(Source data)
== == ==

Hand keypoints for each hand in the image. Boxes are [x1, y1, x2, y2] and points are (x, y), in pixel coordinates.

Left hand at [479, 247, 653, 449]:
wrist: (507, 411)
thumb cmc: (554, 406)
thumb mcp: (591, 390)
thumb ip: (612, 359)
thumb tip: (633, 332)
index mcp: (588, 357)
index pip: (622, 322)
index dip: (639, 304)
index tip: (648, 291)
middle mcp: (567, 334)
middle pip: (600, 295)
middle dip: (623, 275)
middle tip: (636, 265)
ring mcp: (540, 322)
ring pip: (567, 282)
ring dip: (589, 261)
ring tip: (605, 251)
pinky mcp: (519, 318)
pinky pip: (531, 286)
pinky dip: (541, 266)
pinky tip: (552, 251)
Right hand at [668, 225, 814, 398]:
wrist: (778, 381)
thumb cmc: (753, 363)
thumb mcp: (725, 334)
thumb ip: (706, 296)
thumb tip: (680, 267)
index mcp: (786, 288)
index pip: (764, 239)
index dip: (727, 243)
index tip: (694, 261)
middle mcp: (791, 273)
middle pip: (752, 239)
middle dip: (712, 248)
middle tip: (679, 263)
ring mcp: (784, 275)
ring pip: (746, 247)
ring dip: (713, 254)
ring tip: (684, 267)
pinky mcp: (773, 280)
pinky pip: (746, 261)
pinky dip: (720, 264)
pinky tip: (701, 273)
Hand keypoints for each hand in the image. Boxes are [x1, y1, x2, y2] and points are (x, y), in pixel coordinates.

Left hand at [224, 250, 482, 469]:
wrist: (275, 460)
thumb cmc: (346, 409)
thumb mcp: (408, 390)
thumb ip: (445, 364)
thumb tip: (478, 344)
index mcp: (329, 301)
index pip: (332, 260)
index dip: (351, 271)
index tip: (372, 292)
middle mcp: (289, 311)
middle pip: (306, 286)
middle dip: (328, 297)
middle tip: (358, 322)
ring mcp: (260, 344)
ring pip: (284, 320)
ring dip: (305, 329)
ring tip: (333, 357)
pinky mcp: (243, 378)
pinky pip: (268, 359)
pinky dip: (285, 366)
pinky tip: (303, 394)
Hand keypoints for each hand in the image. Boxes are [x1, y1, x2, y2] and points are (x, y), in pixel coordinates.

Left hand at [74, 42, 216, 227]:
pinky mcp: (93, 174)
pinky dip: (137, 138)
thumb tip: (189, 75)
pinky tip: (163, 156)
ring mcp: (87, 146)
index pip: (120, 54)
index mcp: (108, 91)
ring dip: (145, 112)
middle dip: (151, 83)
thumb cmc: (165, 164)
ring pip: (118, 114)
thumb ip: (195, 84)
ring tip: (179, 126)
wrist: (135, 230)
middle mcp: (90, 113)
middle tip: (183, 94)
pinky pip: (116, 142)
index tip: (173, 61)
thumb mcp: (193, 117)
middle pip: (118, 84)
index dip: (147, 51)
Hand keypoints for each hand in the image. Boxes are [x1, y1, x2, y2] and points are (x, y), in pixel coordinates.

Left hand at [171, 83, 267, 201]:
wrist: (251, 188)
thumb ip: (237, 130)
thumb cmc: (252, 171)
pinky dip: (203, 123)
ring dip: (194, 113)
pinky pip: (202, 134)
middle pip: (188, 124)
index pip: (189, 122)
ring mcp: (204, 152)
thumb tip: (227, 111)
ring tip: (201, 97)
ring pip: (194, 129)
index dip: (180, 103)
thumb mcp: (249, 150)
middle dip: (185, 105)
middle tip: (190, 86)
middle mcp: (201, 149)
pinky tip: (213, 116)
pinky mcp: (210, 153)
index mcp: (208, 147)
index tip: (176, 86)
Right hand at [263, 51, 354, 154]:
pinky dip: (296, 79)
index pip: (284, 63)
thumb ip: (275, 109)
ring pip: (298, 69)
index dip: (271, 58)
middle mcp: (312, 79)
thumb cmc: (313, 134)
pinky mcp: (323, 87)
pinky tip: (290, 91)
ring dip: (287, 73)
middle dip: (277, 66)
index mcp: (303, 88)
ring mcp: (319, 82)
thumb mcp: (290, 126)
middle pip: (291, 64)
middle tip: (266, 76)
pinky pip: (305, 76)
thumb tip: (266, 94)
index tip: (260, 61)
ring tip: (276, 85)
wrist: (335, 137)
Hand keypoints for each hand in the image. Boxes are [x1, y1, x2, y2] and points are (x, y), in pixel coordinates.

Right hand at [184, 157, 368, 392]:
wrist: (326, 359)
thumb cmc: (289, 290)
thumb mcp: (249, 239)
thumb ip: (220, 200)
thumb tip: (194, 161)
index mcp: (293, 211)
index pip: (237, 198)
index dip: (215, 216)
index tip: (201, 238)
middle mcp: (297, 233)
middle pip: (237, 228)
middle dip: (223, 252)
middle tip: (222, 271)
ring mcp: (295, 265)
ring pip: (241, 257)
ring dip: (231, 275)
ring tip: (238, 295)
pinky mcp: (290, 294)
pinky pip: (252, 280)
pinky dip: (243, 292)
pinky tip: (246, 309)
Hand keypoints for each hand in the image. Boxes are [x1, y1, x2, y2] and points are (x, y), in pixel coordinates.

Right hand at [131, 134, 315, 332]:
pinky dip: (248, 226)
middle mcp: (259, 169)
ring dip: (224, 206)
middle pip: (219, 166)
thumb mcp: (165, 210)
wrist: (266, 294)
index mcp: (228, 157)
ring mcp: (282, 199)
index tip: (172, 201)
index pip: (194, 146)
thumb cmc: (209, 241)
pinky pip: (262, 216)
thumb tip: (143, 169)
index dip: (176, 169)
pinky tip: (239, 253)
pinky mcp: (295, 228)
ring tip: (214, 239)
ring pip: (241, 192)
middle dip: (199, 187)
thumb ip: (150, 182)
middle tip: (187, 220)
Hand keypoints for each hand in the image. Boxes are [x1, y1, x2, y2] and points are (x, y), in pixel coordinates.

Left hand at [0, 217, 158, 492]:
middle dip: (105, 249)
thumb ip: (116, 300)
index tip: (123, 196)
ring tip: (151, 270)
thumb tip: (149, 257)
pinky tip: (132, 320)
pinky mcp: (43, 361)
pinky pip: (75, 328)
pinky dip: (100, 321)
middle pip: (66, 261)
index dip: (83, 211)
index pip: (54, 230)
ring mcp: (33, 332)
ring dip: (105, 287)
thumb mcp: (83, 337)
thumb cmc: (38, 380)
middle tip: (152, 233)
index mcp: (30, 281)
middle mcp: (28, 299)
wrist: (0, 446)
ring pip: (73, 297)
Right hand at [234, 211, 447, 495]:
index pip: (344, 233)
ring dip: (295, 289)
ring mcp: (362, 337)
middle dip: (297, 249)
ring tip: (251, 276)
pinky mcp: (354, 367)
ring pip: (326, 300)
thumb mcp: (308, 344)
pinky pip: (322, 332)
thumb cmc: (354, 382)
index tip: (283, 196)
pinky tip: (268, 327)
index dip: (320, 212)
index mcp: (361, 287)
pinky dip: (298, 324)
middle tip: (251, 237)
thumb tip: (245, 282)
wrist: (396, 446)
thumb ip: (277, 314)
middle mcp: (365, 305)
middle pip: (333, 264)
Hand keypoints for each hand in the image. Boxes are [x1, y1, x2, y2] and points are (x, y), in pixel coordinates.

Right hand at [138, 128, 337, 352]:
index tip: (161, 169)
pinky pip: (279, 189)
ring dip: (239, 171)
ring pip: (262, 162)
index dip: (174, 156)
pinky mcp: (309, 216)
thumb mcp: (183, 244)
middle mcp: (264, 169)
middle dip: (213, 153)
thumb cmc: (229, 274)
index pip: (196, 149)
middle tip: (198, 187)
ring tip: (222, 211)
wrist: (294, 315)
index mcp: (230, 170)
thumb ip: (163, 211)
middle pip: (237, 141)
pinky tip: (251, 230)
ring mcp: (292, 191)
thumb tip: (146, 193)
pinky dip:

== == ==

Requirement: Wherever a line above contains the string "Left", count it; then give the total alone.

Output: 5